Zahodne, Laura B.; Manly, Jennifer J.; Brickman, Adam M.; Narkhede, Atul; Griffith, Erica Y.; Guzman, Vanessa A.; Schupf, Nicole; Stern, Yaakov

Cognitive reserve describes the mismatch between brain integrity and cognitive performance. Older adults with high cognitive reserve are more resilient to age-related brain pathology. Traditionally, cognitive reserve is indexed indirectly via static proxy variables (e.g., years of education). More recently, cross-sectional studies have suggested that reserve can be expressed as residual variance in episodic memory performance that remains after accounting for demographic factors and brain pathology (whole brain, hippocampal, and white matter hyperintensity volumes).
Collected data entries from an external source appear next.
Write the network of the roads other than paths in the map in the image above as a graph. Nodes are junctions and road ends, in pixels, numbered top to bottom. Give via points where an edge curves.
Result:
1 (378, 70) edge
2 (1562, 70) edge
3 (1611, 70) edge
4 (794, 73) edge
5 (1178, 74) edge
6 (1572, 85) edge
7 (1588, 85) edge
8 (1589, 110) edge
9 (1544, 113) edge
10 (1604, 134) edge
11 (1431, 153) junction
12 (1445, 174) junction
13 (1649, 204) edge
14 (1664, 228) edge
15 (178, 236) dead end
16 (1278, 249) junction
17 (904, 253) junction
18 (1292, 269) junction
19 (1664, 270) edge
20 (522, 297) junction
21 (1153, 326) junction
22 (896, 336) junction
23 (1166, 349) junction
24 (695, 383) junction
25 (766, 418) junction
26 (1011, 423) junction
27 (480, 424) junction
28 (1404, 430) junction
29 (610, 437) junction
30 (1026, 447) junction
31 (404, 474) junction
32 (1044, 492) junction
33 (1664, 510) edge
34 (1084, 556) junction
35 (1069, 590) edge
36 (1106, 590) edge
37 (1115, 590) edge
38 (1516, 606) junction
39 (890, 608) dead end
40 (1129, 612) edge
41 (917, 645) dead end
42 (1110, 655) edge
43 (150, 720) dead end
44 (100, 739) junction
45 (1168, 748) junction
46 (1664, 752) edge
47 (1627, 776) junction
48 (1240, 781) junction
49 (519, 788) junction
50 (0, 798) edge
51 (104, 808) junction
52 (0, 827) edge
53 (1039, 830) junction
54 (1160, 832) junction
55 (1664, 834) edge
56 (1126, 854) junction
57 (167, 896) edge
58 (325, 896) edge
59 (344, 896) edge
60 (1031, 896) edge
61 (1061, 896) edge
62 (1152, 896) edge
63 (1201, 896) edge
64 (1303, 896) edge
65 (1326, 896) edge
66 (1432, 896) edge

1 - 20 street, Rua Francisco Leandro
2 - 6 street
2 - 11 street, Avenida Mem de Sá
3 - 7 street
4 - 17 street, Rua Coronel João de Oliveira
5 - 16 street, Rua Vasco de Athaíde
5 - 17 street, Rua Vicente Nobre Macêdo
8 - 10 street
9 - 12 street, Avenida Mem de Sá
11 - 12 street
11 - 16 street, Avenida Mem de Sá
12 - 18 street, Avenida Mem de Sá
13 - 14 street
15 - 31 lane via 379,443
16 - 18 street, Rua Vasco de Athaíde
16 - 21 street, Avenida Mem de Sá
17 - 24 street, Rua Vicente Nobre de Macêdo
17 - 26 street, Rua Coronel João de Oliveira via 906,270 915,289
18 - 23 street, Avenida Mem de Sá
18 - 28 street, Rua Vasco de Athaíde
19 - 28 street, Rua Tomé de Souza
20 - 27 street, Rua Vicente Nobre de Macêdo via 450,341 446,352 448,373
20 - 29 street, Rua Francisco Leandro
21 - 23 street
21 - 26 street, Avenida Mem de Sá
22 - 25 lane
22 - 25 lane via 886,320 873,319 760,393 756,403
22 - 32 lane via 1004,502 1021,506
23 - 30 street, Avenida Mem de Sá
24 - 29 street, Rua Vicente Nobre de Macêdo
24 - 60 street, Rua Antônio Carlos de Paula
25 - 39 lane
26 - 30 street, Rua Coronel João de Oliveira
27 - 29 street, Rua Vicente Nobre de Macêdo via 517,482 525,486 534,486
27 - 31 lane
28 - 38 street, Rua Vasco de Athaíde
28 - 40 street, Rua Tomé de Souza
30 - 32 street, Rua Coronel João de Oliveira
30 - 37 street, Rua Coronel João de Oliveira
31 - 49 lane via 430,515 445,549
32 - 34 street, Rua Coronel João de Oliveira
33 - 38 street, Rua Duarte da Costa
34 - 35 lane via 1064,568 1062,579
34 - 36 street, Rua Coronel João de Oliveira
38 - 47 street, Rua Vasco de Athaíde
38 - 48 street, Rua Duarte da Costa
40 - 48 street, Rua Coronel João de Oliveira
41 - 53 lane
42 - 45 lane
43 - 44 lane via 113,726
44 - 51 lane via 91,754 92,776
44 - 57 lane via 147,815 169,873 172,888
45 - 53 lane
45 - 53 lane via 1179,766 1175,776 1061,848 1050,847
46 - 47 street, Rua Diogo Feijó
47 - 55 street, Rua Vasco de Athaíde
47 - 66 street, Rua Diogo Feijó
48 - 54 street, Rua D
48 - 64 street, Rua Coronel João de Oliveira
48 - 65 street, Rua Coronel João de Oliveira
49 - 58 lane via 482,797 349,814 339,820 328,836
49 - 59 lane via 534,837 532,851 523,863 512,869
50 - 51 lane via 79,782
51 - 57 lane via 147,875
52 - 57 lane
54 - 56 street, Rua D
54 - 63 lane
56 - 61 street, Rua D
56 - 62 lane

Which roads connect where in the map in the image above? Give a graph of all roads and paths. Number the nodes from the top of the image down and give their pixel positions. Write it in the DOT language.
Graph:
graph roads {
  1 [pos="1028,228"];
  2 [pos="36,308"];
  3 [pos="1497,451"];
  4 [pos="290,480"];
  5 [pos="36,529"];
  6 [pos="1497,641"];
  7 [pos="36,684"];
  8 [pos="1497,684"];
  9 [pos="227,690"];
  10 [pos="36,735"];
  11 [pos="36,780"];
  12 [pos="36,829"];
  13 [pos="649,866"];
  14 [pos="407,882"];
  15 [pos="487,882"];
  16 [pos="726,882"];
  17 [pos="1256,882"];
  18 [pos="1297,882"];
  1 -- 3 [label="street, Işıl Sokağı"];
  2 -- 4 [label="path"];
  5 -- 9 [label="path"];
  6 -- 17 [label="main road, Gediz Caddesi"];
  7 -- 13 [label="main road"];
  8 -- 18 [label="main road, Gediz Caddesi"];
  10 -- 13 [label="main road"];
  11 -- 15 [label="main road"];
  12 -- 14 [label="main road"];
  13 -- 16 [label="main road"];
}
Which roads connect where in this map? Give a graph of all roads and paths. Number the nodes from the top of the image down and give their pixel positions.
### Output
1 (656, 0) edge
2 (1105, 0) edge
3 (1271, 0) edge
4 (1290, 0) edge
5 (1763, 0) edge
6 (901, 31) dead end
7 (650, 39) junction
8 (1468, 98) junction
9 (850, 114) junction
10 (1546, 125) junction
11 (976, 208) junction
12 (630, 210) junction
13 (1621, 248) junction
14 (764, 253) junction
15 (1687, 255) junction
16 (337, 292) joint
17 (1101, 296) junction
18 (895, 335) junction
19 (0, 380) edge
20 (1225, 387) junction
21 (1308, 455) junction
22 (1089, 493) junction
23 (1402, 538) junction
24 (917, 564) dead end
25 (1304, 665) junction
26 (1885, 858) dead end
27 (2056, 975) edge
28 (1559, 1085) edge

The present study extends these methods to a longitudinal framework in a community-based cohort of 244 older adults who underwent two comprehensive neuropsychological and structural magnetic resonance imaging sessions over 4.6 years. On average, residual memory variance decreased over time, consistent with the idea that cognitive reserve is depleted over time. Individual differences in change in residual memory variance predicted incident dementia, independent of baseline residual memory variance. Multiple-group latent difference score models revealed tighter coupling between brain and language changes among individuals with decreasing residual memory variance. These results suggest that changes in residual memory variance may capture a dynamic aspect of cognitive reserve and could be a useful way to summarize individual cognitive responses to brain changes. Change in residual memory variance among initially non-demented older adults was a better predictor of incident dementia than residual memory variance measured at one time-point.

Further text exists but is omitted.